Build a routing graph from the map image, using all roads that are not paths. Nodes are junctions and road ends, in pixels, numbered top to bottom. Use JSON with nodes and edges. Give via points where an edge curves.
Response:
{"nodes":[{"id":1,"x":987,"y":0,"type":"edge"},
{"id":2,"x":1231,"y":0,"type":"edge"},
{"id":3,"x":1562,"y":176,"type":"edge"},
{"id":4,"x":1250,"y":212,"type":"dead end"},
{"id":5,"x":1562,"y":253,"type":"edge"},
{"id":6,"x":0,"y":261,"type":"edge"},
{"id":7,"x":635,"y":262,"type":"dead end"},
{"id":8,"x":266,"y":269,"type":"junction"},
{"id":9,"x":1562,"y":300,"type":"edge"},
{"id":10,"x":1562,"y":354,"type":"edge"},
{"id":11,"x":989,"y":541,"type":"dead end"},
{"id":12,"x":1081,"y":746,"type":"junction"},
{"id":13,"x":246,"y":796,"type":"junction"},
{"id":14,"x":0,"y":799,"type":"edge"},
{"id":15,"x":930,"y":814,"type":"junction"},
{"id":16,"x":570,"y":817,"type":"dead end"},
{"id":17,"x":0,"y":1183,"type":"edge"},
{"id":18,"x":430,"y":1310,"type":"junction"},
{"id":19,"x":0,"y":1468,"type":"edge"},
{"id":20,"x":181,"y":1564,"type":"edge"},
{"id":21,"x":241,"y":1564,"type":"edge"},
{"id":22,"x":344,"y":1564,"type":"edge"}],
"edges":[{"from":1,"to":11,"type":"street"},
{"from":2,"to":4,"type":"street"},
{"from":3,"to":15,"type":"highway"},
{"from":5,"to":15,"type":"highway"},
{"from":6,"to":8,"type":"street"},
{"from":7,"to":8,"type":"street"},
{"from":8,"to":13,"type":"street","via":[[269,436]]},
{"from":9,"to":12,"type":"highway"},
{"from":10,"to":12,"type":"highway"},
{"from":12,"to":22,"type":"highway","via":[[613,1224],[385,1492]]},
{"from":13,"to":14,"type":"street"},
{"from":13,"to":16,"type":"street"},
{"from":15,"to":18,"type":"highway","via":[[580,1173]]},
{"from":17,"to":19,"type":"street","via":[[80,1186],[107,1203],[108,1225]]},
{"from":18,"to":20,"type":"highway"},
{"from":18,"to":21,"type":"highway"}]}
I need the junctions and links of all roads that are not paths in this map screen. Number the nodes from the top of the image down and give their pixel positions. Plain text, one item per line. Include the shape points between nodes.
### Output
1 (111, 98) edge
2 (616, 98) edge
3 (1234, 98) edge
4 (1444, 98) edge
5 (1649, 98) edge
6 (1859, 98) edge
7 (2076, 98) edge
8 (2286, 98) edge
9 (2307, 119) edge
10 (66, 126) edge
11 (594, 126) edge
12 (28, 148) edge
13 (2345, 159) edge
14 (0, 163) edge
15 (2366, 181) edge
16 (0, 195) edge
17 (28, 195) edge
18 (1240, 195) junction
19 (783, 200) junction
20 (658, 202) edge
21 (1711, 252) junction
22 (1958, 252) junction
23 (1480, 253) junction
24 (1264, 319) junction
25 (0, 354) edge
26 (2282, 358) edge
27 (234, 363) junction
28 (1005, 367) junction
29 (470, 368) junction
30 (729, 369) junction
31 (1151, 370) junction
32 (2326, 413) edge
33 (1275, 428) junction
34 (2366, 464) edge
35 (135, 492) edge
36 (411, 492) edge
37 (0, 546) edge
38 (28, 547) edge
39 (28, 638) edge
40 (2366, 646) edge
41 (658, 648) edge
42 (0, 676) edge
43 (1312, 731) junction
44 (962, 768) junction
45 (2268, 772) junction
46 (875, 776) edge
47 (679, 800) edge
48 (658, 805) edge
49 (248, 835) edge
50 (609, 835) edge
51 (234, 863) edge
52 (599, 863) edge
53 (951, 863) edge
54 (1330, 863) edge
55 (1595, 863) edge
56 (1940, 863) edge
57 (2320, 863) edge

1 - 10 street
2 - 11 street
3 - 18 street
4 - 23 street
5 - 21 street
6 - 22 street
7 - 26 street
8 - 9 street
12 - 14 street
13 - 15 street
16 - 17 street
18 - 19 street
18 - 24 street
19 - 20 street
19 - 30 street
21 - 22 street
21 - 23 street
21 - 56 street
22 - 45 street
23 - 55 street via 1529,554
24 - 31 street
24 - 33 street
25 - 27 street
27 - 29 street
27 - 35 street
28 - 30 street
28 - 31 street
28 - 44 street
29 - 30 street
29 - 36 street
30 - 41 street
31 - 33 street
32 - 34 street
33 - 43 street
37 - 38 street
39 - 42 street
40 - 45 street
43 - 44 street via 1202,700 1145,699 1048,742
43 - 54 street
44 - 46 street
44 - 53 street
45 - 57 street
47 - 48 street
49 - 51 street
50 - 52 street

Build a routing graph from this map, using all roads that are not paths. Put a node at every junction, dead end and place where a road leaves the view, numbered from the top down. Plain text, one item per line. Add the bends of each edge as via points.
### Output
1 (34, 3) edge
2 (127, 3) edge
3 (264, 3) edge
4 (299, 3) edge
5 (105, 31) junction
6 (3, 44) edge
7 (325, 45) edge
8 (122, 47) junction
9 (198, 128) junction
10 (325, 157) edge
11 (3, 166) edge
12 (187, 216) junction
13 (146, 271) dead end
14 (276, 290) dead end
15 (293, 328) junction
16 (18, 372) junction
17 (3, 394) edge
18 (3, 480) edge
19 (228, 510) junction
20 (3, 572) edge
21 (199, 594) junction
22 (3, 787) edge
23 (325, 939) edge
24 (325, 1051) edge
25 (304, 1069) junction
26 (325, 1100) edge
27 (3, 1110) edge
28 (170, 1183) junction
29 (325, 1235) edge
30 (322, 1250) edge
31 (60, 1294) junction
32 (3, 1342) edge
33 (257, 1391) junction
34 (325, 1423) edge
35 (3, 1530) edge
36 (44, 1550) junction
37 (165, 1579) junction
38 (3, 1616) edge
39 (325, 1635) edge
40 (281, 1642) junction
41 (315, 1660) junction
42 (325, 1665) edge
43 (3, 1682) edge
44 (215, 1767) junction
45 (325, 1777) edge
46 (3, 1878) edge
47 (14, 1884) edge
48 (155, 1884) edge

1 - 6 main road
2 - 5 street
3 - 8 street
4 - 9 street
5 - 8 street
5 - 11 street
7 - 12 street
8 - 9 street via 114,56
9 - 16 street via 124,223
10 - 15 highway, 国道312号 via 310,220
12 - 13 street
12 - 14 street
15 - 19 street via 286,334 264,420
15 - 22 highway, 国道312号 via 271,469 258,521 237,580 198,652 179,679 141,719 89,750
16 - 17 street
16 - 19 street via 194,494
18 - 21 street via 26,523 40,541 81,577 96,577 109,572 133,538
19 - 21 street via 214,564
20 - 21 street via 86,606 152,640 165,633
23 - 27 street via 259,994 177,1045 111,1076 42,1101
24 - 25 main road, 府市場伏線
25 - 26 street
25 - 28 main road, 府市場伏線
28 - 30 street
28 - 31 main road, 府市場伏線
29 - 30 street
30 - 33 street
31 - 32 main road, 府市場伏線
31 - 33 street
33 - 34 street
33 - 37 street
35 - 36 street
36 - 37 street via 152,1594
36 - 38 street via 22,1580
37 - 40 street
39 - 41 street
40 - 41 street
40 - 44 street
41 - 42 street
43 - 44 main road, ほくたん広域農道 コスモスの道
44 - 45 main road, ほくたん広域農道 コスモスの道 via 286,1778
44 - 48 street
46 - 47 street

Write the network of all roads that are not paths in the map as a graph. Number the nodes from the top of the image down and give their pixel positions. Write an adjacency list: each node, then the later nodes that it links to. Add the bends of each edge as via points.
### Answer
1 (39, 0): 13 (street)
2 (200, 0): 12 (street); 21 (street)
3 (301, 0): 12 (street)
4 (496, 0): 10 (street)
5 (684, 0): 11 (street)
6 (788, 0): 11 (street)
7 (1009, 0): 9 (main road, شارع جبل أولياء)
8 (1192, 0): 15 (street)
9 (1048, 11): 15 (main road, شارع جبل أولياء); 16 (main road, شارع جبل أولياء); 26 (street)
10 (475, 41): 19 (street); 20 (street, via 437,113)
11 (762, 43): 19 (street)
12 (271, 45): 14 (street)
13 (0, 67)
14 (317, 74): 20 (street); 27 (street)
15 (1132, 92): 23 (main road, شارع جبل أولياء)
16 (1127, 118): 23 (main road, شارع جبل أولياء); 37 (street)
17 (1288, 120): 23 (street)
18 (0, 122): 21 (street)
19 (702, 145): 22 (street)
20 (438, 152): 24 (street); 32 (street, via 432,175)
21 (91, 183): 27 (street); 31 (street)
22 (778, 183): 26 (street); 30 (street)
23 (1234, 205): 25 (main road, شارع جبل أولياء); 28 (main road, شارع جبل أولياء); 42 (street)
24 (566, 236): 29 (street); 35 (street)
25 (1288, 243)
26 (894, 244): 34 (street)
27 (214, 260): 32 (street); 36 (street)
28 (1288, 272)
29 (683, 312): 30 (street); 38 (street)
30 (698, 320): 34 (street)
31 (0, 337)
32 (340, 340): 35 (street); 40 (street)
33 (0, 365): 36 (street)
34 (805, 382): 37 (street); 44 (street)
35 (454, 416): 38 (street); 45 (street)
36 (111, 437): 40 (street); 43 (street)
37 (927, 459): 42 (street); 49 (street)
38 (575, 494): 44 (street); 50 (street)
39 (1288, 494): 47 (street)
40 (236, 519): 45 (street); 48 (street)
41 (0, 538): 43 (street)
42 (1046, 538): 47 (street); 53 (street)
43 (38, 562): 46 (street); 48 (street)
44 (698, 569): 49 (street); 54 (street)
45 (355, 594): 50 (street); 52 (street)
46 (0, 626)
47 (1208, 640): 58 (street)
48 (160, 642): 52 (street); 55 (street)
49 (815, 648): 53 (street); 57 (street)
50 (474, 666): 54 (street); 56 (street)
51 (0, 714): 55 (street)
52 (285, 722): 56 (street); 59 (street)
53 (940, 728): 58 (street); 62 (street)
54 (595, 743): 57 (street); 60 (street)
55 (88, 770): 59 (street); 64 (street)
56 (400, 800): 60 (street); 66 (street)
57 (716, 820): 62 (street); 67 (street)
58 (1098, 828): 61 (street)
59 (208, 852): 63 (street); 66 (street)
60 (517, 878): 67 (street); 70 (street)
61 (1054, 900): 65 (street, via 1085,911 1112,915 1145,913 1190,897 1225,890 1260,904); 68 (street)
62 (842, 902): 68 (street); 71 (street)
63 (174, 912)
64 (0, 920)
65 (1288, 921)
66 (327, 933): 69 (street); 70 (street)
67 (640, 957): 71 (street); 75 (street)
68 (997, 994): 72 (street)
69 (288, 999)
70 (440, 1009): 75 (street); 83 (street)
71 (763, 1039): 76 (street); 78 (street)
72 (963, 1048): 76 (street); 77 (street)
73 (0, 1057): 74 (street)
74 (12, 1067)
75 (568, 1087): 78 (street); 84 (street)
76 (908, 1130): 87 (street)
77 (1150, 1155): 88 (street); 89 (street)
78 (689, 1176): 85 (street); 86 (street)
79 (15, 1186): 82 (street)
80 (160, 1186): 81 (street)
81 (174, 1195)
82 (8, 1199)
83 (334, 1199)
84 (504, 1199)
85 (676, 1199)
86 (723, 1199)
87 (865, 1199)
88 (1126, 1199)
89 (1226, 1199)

◆ Task
If the string "dead" appears in a line of the entries, report the line.

◆ Exercise answer
{"id":4,"x":1250,"y":212,"type":"dead end"},
{"id":7,"x":635,"y":262,"type":"dead end"},
{"id":11,"x":989,"y":541,"type":"dead end"},
{"id":16,"x":570,"y":817,"type":"dead end"},
Build a routing graph from this map, using all roads that are not paths. Put a node at every junction, dead end and place where a road leaves the view, numbered from the top down. Plain text, one item per line. Add the bends of each edge as via points.
13 (146, 271) dead end
14 (276, 290) dead end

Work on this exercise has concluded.